The motivation for the act is sixteen states that have recently introduced measures that that end same-day voter registration and create obstacles to other voter registration opportunities. Nine states have also introduced bills preventing early voting and four states have enacted it. The Voter Empowerment Act is designed to modernize registration systems and provide protections that include a national hotline to report corrective actions of voting issues and a mandate for paper copy verifications from voting machines.
House Minority Whip Steny Hoyer (D-MD) spoke at a press conference today explaining new laws in states across the country function as obstacles since “instead of making it easier for Americans to have their voices heard in government, these new rules are making it more difficult.” Hoyer compared the current hindrances to past struggles that civil rights movements encountered. Stating that, “America’s story is filled with chapter after chapter of struggle to extend the right to vote — to African American, to women, to people old enough to serve in uniform” and that the Voter Empowerment Act is designed to continue to fight against unfair voting practices.

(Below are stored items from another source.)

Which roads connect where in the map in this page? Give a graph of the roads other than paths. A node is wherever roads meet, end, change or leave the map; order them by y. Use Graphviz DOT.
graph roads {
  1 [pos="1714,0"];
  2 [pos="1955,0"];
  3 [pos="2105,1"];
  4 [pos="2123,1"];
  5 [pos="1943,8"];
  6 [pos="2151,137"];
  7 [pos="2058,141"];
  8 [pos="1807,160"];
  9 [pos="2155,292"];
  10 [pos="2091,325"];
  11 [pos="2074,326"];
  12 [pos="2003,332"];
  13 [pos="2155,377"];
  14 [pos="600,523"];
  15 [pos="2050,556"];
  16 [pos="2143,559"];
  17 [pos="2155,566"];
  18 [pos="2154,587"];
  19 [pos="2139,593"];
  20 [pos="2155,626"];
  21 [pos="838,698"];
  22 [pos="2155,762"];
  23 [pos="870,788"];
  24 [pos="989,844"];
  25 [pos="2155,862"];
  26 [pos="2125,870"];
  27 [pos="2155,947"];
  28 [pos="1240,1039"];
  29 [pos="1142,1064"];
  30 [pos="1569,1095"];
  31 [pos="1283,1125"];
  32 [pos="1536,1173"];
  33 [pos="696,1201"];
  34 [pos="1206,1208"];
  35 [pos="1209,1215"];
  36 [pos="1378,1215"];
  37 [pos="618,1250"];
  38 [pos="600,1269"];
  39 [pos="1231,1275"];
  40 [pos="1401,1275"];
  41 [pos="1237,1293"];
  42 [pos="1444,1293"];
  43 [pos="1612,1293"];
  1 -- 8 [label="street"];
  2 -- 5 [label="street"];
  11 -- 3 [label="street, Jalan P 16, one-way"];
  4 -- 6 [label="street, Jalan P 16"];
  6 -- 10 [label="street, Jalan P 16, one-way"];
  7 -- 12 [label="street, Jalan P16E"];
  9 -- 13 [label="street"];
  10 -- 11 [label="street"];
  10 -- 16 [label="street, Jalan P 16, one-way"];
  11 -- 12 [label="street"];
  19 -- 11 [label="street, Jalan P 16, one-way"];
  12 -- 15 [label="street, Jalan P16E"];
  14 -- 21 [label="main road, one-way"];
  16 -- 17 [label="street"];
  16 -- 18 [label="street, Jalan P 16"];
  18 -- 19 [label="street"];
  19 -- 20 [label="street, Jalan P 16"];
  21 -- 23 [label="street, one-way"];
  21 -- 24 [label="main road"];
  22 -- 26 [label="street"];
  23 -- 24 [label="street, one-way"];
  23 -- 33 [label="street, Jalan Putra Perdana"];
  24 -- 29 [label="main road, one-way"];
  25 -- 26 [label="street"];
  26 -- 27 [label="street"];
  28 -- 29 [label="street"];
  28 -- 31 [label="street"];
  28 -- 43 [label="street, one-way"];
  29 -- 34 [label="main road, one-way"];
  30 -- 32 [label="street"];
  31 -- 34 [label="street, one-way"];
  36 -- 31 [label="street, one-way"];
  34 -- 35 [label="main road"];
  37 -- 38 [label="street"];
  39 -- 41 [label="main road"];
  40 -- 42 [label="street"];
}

Rep. John Lewis (D-GA), a civil rights pioneer, added that, “the ability to vote should be easy, accessible and simple. Yet there are practices and laws in place that make it harder to vote than it was one year ago.” Rep. Lewis also advocated for Congress to, “be moving toward a more inclusive democracy, not one that locks people out.”
In 2008, before these new state measure were introduced, approximately three million Americans were turned away from the poll due to registration related issues.